Irrespective of why you are collecting blood, you need to have proper knowledge about the types of tubes for blood collection so that your purpose is suited. The first and most important thing that you should be doing is checking the protocol. For instance, some of the ELISAs are going to specify the kinds of samples, which you can and cannot use. However, if the protocol does not specify anything, you need to understand the types of blood collection tubes that should be used.
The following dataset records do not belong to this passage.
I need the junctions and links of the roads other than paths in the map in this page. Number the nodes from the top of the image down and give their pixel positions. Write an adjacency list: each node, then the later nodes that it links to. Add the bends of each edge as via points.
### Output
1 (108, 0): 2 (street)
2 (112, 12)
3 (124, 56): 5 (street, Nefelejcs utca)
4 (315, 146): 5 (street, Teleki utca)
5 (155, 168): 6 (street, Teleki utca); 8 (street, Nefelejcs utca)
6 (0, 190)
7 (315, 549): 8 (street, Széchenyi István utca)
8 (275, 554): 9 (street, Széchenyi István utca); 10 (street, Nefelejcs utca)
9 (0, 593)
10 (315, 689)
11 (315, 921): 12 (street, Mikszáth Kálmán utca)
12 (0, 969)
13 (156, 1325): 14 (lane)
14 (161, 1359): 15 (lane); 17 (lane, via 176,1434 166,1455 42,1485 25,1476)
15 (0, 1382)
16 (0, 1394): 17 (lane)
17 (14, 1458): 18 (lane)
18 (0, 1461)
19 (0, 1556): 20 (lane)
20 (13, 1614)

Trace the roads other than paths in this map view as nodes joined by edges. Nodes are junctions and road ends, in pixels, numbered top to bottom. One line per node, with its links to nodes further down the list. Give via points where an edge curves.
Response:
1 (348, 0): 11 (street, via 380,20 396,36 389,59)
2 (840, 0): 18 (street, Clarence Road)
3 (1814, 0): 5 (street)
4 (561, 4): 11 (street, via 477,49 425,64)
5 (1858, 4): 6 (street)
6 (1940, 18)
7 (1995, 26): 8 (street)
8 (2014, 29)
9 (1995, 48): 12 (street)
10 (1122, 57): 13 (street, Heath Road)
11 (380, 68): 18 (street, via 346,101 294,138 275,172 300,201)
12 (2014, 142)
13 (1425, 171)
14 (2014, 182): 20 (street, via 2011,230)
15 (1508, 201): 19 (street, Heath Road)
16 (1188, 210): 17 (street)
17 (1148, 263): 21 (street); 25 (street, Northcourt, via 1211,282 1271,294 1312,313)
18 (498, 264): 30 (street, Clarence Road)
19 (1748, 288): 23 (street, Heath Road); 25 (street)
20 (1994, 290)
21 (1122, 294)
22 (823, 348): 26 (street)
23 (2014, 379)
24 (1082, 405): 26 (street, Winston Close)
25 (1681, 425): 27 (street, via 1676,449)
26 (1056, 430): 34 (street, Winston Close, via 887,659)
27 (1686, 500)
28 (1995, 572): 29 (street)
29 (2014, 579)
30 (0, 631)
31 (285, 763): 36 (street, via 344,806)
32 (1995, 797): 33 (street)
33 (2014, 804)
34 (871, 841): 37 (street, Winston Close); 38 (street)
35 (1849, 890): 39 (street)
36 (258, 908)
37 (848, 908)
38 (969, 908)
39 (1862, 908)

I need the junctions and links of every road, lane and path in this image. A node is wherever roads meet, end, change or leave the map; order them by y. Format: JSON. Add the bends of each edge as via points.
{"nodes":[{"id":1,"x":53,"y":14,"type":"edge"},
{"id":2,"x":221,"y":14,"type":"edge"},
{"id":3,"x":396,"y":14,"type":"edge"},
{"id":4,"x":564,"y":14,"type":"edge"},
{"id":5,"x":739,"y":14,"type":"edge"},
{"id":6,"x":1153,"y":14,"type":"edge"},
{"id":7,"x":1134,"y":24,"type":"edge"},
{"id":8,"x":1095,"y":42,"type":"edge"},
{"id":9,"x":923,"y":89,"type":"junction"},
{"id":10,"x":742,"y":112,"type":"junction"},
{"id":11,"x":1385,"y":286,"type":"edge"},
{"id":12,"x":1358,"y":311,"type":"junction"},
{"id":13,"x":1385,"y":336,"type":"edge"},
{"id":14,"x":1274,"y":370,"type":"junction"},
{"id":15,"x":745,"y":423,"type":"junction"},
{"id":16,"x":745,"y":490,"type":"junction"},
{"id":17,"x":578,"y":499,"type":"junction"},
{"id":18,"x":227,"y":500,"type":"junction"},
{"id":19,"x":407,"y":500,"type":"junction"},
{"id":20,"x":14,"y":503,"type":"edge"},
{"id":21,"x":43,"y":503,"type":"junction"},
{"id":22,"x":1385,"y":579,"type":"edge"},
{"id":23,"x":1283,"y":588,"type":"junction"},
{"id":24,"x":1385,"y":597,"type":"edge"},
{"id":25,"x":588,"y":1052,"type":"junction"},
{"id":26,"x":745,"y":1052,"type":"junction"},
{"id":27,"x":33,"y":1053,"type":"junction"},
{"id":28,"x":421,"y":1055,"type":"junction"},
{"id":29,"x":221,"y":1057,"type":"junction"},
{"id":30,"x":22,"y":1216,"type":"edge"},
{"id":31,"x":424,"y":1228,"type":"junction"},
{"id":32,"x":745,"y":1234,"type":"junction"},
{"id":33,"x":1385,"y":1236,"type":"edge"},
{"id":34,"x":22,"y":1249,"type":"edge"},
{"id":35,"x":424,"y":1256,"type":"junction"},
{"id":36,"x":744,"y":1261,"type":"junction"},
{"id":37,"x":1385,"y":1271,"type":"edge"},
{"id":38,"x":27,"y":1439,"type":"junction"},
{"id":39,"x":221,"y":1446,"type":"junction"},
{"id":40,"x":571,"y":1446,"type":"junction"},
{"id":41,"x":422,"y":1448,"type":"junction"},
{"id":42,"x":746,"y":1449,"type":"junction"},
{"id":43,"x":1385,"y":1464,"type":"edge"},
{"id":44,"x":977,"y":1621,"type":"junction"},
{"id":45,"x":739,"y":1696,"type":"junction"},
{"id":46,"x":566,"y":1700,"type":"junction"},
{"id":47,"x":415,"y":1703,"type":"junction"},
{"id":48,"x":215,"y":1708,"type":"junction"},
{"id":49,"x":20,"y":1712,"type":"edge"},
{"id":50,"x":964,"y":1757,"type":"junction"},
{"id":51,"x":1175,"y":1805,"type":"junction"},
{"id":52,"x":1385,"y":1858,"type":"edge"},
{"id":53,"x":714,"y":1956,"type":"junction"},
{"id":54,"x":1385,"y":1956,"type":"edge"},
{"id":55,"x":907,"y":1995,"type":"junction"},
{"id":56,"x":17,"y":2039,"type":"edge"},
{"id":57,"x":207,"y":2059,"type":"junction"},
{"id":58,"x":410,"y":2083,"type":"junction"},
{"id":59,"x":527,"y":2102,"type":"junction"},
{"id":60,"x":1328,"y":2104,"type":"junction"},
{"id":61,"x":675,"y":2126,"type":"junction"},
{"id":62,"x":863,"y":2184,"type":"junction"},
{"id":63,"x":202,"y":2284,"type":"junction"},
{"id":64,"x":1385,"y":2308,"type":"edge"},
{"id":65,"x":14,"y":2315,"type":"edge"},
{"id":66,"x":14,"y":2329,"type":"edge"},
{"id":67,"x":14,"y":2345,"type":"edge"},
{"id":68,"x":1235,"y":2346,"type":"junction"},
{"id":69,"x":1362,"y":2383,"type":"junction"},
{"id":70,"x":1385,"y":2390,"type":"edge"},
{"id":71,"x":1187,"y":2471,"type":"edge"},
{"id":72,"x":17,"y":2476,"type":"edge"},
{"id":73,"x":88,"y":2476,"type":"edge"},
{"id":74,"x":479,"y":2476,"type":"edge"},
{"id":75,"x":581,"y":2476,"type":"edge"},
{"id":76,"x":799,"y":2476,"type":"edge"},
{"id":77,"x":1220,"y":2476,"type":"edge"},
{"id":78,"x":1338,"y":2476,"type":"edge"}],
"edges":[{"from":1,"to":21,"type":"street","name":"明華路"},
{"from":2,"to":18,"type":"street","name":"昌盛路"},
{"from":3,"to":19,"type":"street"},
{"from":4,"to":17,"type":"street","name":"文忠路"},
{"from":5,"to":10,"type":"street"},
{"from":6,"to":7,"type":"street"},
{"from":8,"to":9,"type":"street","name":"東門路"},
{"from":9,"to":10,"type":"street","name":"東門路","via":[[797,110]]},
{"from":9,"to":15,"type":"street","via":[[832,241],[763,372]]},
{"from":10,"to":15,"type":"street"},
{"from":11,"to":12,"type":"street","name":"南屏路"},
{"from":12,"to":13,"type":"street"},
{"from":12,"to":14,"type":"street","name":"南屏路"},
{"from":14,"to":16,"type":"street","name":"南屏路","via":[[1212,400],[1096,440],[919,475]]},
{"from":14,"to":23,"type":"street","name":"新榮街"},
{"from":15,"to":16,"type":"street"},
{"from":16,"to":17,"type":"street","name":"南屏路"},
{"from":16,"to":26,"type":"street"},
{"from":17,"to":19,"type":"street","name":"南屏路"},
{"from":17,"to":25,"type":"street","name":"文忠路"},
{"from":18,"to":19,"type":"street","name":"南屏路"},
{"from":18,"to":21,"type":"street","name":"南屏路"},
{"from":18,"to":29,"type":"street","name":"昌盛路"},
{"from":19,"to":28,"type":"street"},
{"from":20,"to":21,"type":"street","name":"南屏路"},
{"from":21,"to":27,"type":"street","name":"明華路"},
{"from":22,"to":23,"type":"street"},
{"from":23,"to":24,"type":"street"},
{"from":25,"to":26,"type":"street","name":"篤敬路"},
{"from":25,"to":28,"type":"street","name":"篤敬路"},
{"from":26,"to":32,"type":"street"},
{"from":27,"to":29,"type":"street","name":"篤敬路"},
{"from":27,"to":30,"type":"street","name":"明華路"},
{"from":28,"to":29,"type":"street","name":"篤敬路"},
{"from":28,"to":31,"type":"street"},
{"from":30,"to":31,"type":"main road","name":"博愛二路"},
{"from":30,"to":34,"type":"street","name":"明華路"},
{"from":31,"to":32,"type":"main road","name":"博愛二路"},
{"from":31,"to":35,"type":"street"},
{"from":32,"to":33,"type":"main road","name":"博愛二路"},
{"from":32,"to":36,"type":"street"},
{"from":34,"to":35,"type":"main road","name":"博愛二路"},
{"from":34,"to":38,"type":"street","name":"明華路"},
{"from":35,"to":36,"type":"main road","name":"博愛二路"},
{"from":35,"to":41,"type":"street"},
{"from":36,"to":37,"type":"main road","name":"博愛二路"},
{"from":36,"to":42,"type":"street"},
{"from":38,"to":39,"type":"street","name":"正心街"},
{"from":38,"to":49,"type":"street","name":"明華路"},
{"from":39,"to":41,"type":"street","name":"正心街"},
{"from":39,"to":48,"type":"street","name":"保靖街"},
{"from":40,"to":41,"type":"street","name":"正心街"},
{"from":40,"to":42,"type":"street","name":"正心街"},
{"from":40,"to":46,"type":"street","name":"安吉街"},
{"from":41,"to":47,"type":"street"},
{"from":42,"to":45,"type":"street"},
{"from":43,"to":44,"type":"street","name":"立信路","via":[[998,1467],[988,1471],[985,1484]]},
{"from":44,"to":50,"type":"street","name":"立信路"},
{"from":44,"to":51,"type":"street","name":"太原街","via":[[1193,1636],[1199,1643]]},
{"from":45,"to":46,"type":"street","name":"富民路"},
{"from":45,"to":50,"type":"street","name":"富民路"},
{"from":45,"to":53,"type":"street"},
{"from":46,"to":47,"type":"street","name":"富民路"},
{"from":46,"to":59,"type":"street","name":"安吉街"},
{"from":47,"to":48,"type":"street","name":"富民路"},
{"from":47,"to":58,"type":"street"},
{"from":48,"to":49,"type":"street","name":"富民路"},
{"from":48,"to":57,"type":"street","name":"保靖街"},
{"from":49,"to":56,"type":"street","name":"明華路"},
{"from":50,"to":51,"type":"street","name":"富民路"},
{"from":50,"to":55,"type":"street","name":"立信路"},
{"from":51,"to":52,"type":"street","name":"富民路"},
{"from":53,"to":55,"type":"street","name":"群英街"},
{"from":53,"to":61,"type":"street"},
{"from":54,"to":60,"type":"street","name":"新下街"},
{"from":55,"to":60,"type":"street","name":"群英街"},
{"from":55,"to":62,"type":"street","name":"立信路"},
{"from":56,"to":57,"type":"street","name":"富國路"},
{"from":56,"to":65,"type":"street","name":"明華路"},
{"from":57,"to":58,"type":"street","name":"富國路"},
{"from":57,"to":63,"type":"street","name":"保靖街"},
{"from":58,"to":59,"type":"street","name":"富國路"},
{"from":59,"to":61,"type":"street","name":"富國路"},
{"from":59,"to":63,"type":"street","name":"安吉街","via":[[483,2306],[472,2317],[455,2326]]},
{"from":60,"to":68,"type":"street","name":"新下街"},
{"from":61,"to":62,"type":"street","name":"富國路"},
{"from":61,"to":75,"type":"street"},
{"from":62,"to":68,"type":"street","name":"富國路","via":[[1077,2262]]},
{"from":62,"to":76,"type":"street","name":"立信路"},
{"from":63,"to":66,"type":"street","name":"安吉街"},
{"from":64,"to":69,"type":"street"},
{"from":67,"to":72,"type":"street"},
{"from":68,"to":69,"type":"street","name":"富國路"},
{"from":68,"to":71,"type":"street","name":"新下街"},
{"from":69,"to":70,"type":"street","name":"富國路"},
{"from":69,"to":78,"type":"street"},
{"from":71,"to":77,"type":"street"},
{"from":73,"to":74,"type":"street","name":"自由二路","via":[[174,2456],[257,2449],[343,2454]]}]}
Firstly, it is your duty to figure out as to whether you are going to collect serum or you are interested in preventing the blood samples from clotting. You should not confuse plasma with serum, despite the fact that they are both liquid parts of the human blood that do not have any cells and are obtained by centrifugation.
Basically, after the blood clots, what remains intact is serum. It is an ideal way of identifying proteins, hormones, lipids, electrolytes, etc. These markers are normally stored for a number of days within the refrigerator.
Serum tubes are known to contain silica particles, which are responsible for activating clotting. Few also have gels for separating the serum. If you are interested in identifying a particular protein, which does not require coagulation, this is definitely one of the ideal places for starting.
Thrombin-based clot activator tubes are orange in color. Orange tubes are capable of clotting the blood within 5 minutes. They are used for those tests, whose results are needed quickly.
These kinds of tubes are required if you are in need of plasma or cells.
EDTA – This kind of tube is responsible for preventing clotting. This is the basic hematology tube and they are purple in color. They are responsible for containing K2EDTA or K3EDTA.
Sodium citrate – These tubes have a light blue color and they are mostly used for platelet function and coagulation tests.
CTAD – CTAD basically stands for citrate, theophylline, adenosine, and dipyridamole. It is true that these are not going to be used commonly, but you should definitely know about them. They are going to prevent the ex-vivo activation of the platelets, which is going to make them useful for the sensitive function of platelets as well as coagulation studies. CTAD is extremely sensitive to light and hence they should be kept in the dark. Also, these tubes are light blue.
Lithium or Sodium heparin- These tubes are similar to the serum clot activator tubes. Heparin tubes have a separating gel, which is going to inhibit the formation of thrombin. If your plan is PCR, you need to understand that heparin can interfere with the PCR reactions. However, irrespective of the anticoagulants you choose, you have to allow it for the reaction mix.
Without knowing about the kinds of blood collection tubes and the functions they have, it is going to be difficult for you to choose a tube. Ensure that you keep everything that has been mentioned above on your mind so that it becomes easy for you.